I just don't know how to talk about it without it becoming hostile. He has a history of making me out to be unreasonable. Everything I say is neurotic or OCD or because I'm tired or whatever. And somehow we end up agreeing to compromise 'to make me feel better' but not because hr sees my point of view. And he never sticks to his side of the bargain any way.

Obviously, I can't let this resentment build up ..... It's not completely black and white. We do love each other and I believe he's trying his best. But deep down it is still patronising and a bit disrespectful.

Almostfifty Mon 23-Sep-13 21:41:17

Well, if he's working, he's working. That's different IMO.

Put the baby down, go and have something to eat. Have an early night to yourself, knowing he's going to be late.

CharlotteCollinsismovingon Mon 23-Sep-13 21:56:34

OP, I too genuinely need a lot of sleep.

I have 4 dcs, which I have raised so far (oldest is 9, youngest 3) almost singlehandedly (STBXH's excuse was usually work, ironically given what you've just said). For years, I have been desperately sleep-deprived. I have only recently come out of that stage. But I survived. I had to!

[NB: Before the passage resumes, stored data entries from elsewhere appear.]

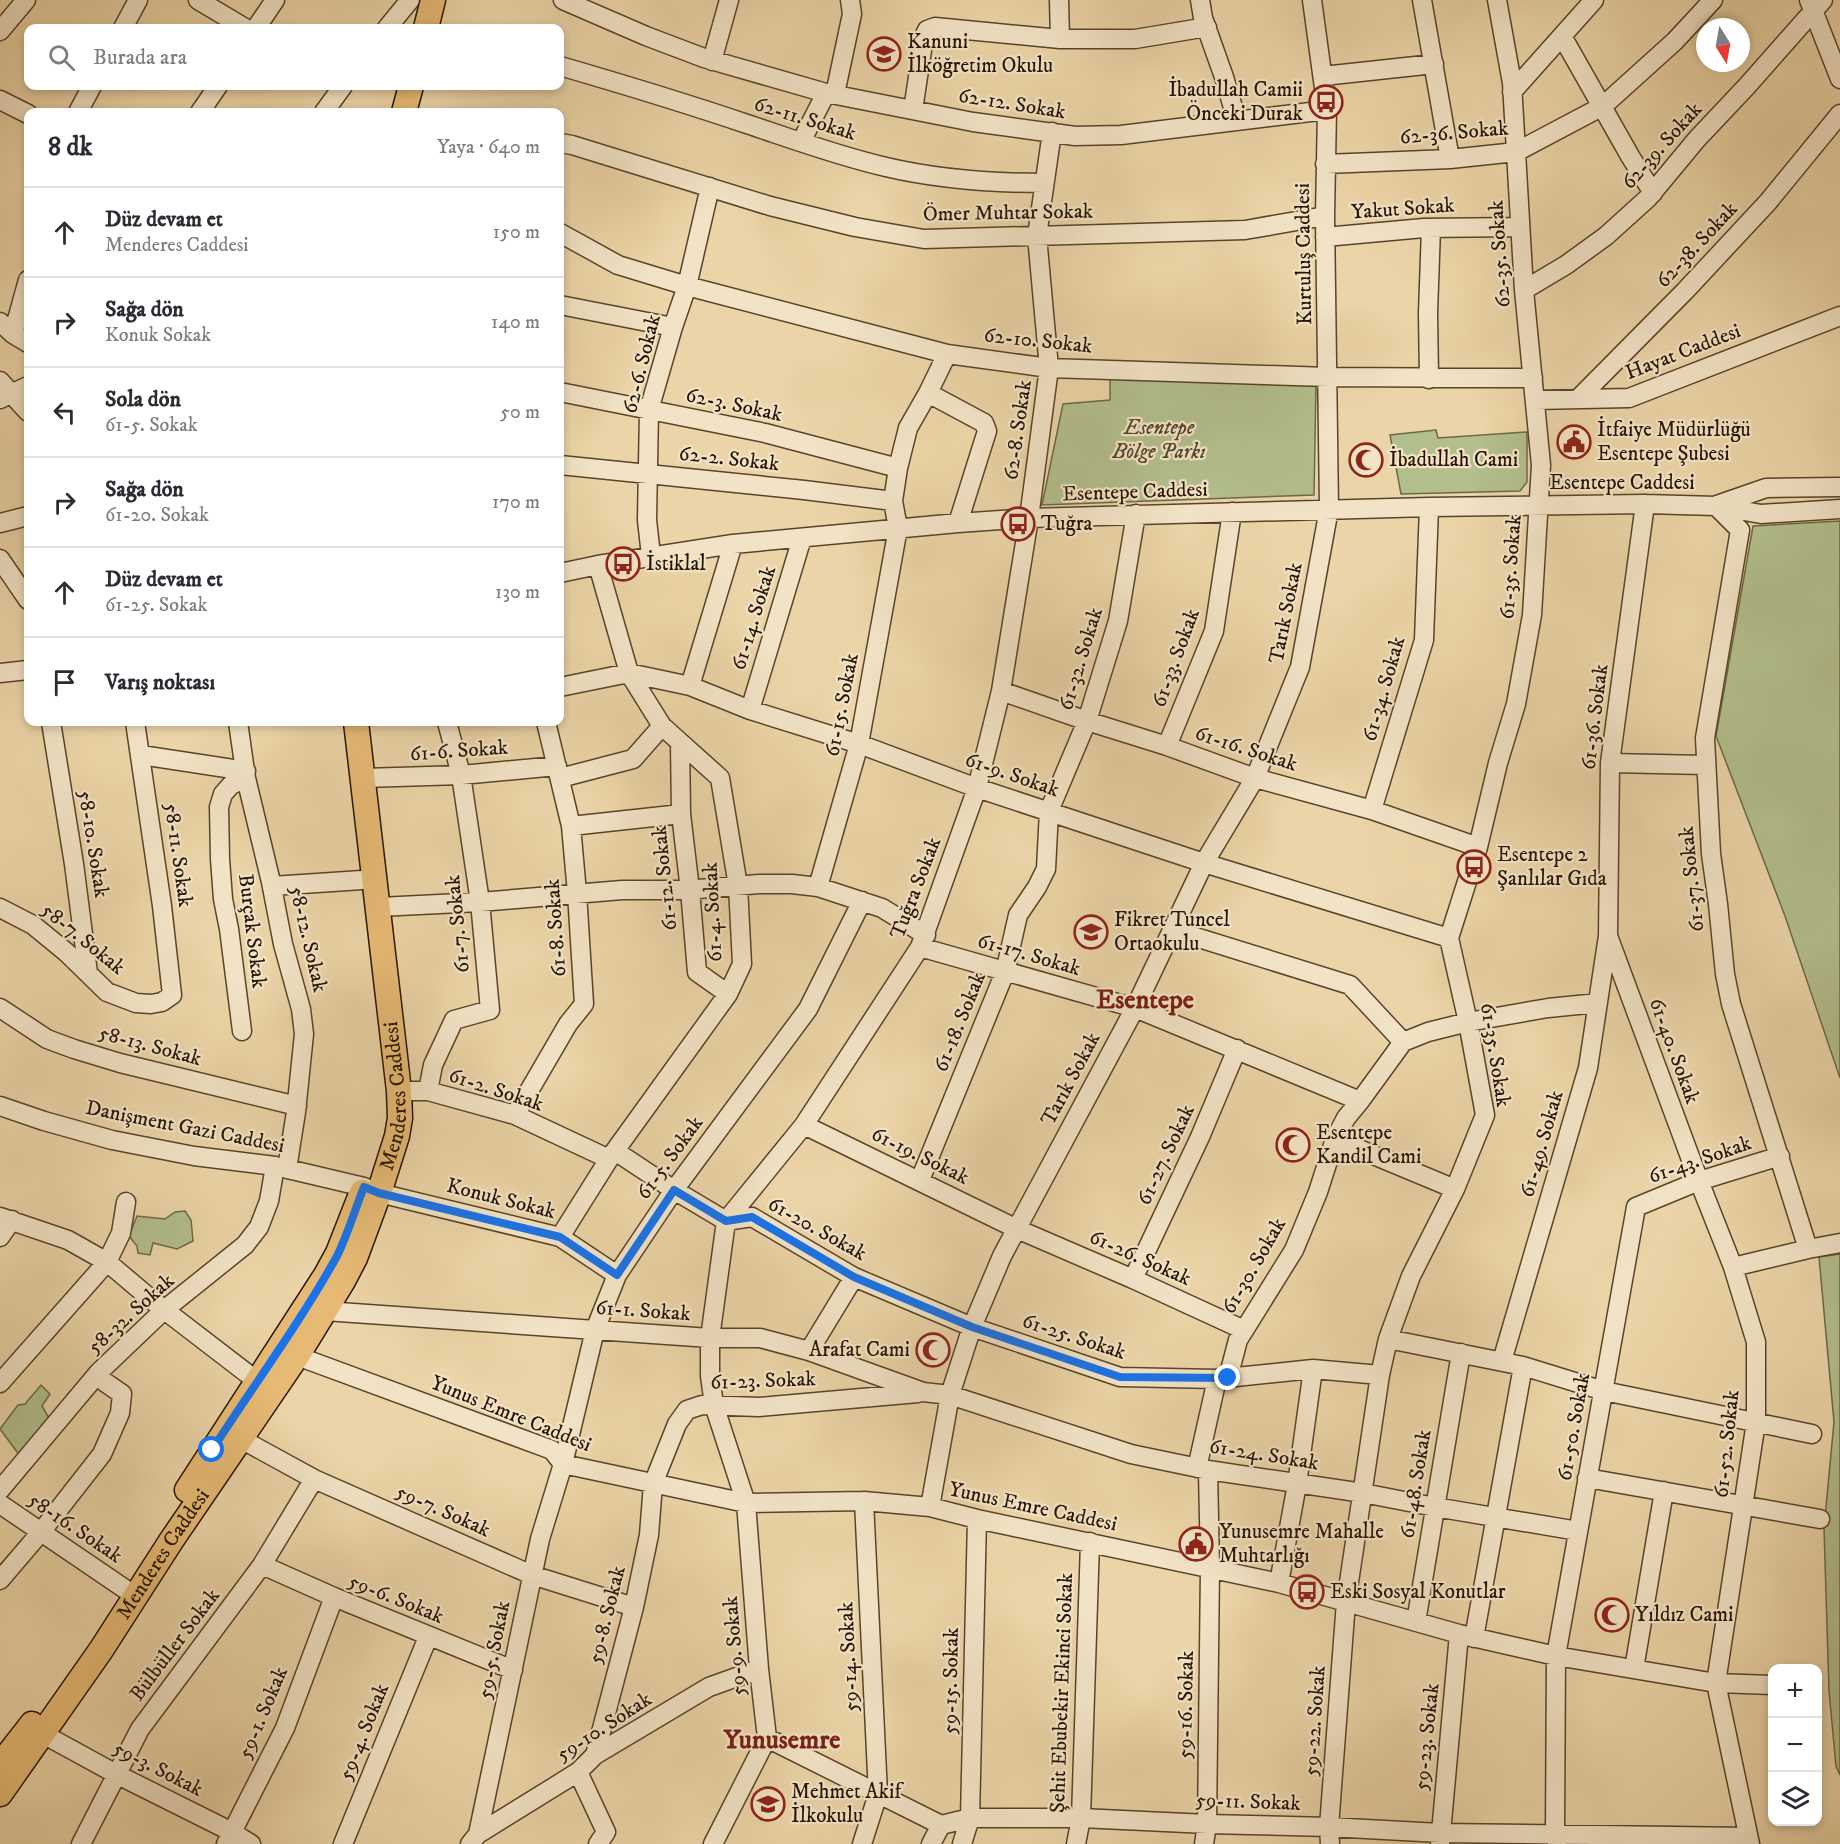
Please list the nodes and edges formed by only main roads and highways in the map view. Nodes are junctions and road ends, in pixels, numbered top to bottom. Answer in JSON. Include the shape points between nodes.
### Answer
{"nodes":[{"id":1,"x":420,"y":0,"type":"edge"},
{"id":2,"x":433,"y":0,"type":"edge"},
{"id":3,"x":413,"y":24,"type":"edge"},
{"id":4,"x":427,"y":24,"type":"edge"},
{"id":5,"x":397,"y":90,"type":"edge"},
{"id":6,"x":410,"y":90,"type":"edge"},
{"id":7,"x":392,"y":108,"type":"edge"},
{"id":8,"x":405,"y":108,"type":"edge"},
{"id":9,"x":344,"y":726,"type":"edge"},
{"id":10,"x":357,"y":726,"type":"edge"},
{"id":11,"x":372,"y":1190,"type":"junction"},
{"id":12,"x":0,"y":1765,"type":"edge"},
{"id":13,"x":0,"y":1794,"type":"edge"}],
"edges":[{"from":1,"to":3,"type":"main road"},
{"from":2,"to":4,"type":"main road"},
{"from":5,"to":7,"type":"main road"},
{"from":6,"to":8,"type":"main road"},
{"from":9,"to":11,"type":"main road","name":"Menderes Caddesi","via":[[385,1091],[385,1115]]},
{"from":10,"to":11,"type":"main road","name":"Menderes Caddesi","via":[[400,1118],[397,1136]]},
{"from":11,"to":12,"type":"main road","name":"Menderes Caddesi","via":[[302,1314],[125,1589]]},
{"from":11,"to":13,"type":"main road","name":"Menderes Caddesi","via":[[355,1258],[325,1311],[101,1650]]}]}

These days, I'm grateful for the lie-in if I stay in bed till 8am.

There's that funny saying, "An hour before midnight is worth two after." How about you suggest he goes to bed at 10pm, then he can get 4 hours' sleep before midnight and get up at 6am well-rested! wink

Unfortunately, though, it looks like he will not take you seriously whatever you say. He will give a verbal pat on the head and keep going as before. The only constructive thing I can suggest is thinking about whether there is someone who can deliver the message for you - someone who understands where you are coming from, but he will take seriously?

gertrudestein Mon 23-Sep-13 21:58:24

He works for himself and promised me he would plan better, not have these late night marathons anymore. That was after he complained about getting a bad night sleep while I was in labour because he had to meet a deadline the next day. I had been warning him for months not to line up any big deadlines around my due date. Luckily I was kept in hospital for a few days so I had some support after the baby was born. But I am still paying the mortgage out of my savings because he can't keep his commitment to me that he would contribute.

CharlotteCollinsismovingon Mon 23-Sep-13 21:58:46

It's not a long-term solution, though, to what is a big problem in your marriage, if he really doesn't take you seriously when you raise a concern. Where's the equality?